Nobody visits a slow website and thinks "this business seems unreliable." They just leave. And they usually don't know why. They click back, find a competitor, and move on — and you never find out it happened, because there's no abandonment notification, no missed call alert, no record of the enquiry that never arrived.

This is what makes website speed such an insidious problem. The damage is invisible. You can't see the visitors who left before your page finished loading. You can only measure the ones who stayed — which means most website owners are looking at an optimistic subset of their actual traffic.

53%of mobile users abandon a site that takes more than 3 seconds to load
1sdelay in load time reduces conversions by up to 7%
more likely to be penalised in search rankings if Core Web Vitals are poor

Why mobile is where this matters most

On a fast home broadband connection, a slightly slow website is an inconvenience. On a 4G mobile connection in the middle of a Cambridge side street, it's a dealbreaker.

More than half of all web browsing is now on mobile — and for local, intent-driven searches (the "near me" queries, the "plumber in Cambridge," the "best B&B Southwold"), that figure is even higher. These visitors are often searching in a moment of need, with limited patience and plenty of alternatives one tap away.

A website that loads in 1.5 seconds on your desktop might load in 5 or 6 seconds on a mid-range phone on a mobile network. That's well past the point where most users have already gone.

Speed isn't a technical nicety. For mobile visitors — your most valuable local audience — it's the difference between a first impression and a missed opportunity.

The most common causes of slow websites

Unoptimised images. This is the single biggest culprit on most small business websites. A photograph uploaded at 4000 × 3000 pixels and 8MB, displayed at 800 × 600 on screen, is making the browser download nine times more data than it needs to. Images should be compressed, resized, and served in modern formats like WebP.

Too many plugins (for WordPress sites). Every plugin adds code that the browser has to download and execute. Bloated WordPress installations with 30 or 40 active plugins — many of them doing things you've long forgotten you enabled — are extremely common and consistently slow.

Slow hosting. Budget shared hosting puts your site on a server shared with hundreds or thousands of other websites. When your neighbour gets a traffic spike, your site slows down. Good hosting isn't expensive — and the performance difference is significant.

Render-blocking scripts.
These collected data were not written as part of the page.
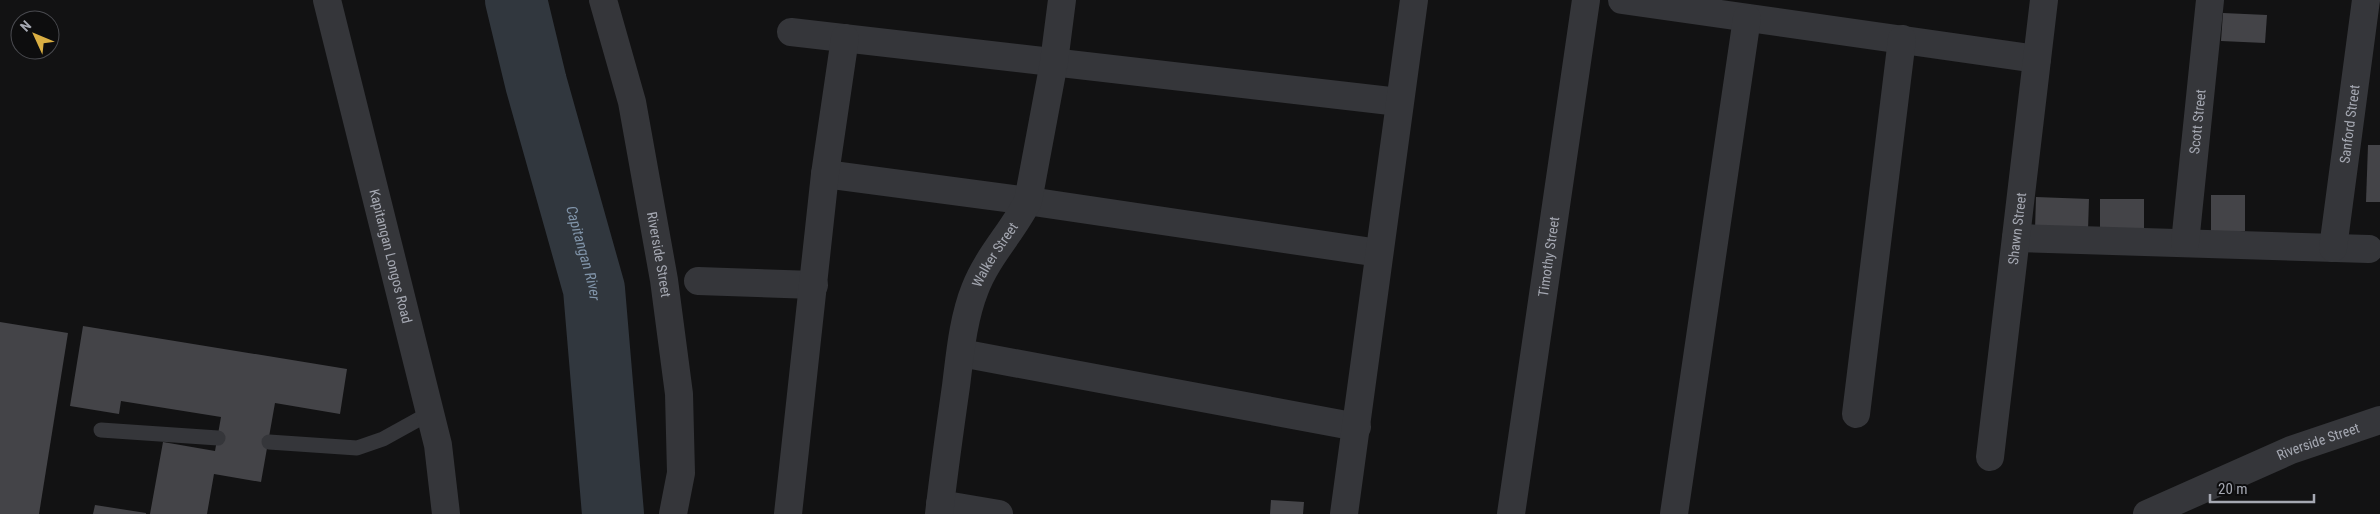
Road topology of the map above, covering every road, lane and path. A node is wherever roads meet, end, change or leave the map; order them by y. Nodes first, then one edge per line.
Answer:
1 (327, 0) edge
2 (603, 0) edge
3 (1062, 0) edge
4 (1414, 0) edge
5 (1586, 0) edge
6 (1622, 0) edge
7 (2044, 0) edge
8 (2210, 0) edge
9 (2366, 0) edge
10 (1747, 18) junction
11 (791, 32) dead end
12 (845, 38) junction
13 (1902, 39) junction
14 (2037, 58) junction
15 (1054, 62) junction
16 (1399, 102) junction
17 (826, 174) junction
18 (1028, 201) junction
19 (2016, 238) junction
20 (2185, 243) junction
21 (2334, 248) junction
22 (2369, 249) dead end
23 (1379, 253) junction
24 (698, 281) dead end
25 (814, 286) junction
26 (961, 353) junction
27 (430, 414) junction
28 (1856, 414) dead end
29 (2380, 420) edge
30 (1357, 427) junction
31 (102, 430) dead end
32 (218, 438) dead end
33 (269, 442) dead end
34 (1990, 457) dead end
35 (939, 509) edge
36 (446, 514) edge
37 (673, 514) edge
38 (788, 514) edge
39 (999, 514) edge
40 (1344, 514) edge
41 (1511, 514) edge
42 (1674, 514) edge
43 (2147, 514) edge

1 - 27 street, Kapitangan Longos Road
2 - 37 street, Riverside Street
3 - 15 street, Walker Street
4 - 16 street
5 - 41 street, Timothy Street
6 - 10 street
7 - 14 street, Shawn Street
8 - 20 street, Scott Street
9 - 21 street, Sanford Street
10 - 13 street
10 - 42 street
11 - 12 street
12 - 15 street
12 - 17 street
13 - 14 street
13 - 28 street
14 - 19 street, Shawn Street
15 - 16 street
15 - 18 street, Walker Street
16 - 23 street
17 - 18 street
17 - 25 street
18 - 23 street
18 - 26 street, Walker Street
19 - 20 street
19 - 34 street, Shawn Street
20 - 21 street
21 - 22 street
23 - 30 street
24 - 25 street
25 - 38 street
26 - 30 street
26 - 35 street, Walker Street
27 - 33 lane
27 - 36 street, Kapitangan Longos Road
29 - 43 street, Riverside Street
30 - 40 street
31 - 32 lane
35 - 39 street

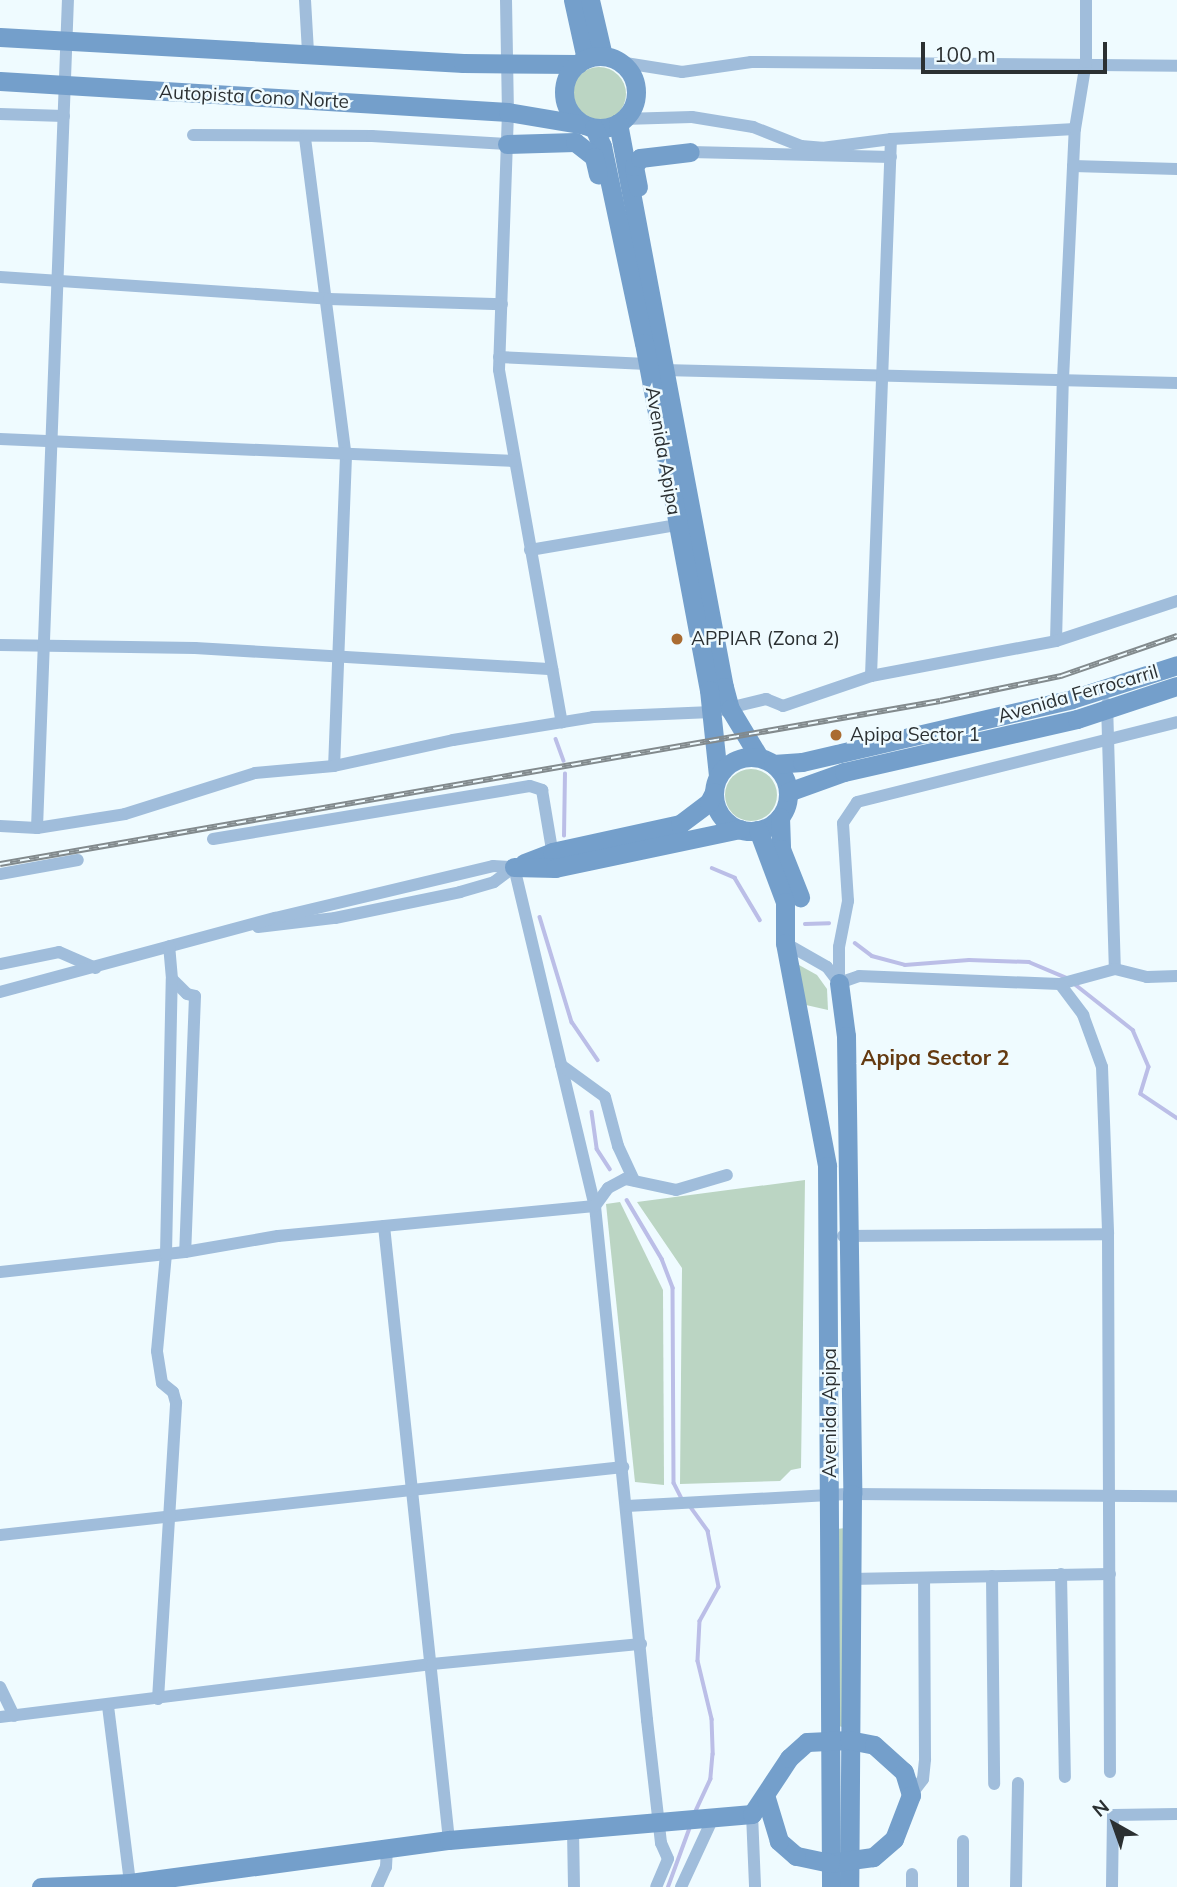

Third-party scripts — chat widgets, cookie consent tools, social sharing buttons, analytics — load in the background and can block the visible content of your page from appearing. Each one added without care is a small tax on your load time.

No caching. Without caching, every visitor causes your server to rebuild the page from scratch. With it, the pre-built version is served almost instantly. It's one of the easiest performance wins available.

How to find out where you stand

Google's PageSpeed Insights tool (pagespeed.web.dev) gives you a free score and a prioritised list of what's slowing you down. Enter your homepage URL and read the "Opportunities" section. The issues listed there, in order, are your performance roadmap.

Pay particular attention to the mobile score rather than the desktop score. Mobile is where the real-world performance gap lives.

A score below 50 on mobile is a significant problem that's almost certainly costing you enquiries. A score between 50–70 has room for improvement. Above 70 is good; above 90 is excellent.

What we do differently

Every website we build is performance-optimised from the start — not as an afterthought. Images are compressed and sized correctly. Code is clean and minimal. Hosting is chosen for performance, not just cost. And we test on real mobile devices, not just desktop browsers, before anything goes live.

We also regularly take on performance improvement projects for existing sites — particularly WordPress sites that have accumulated years of plugins and unoptimised media. If your current site feels slow to you, it's almost certainly faster for you than it is for a first-time visitor on mobile.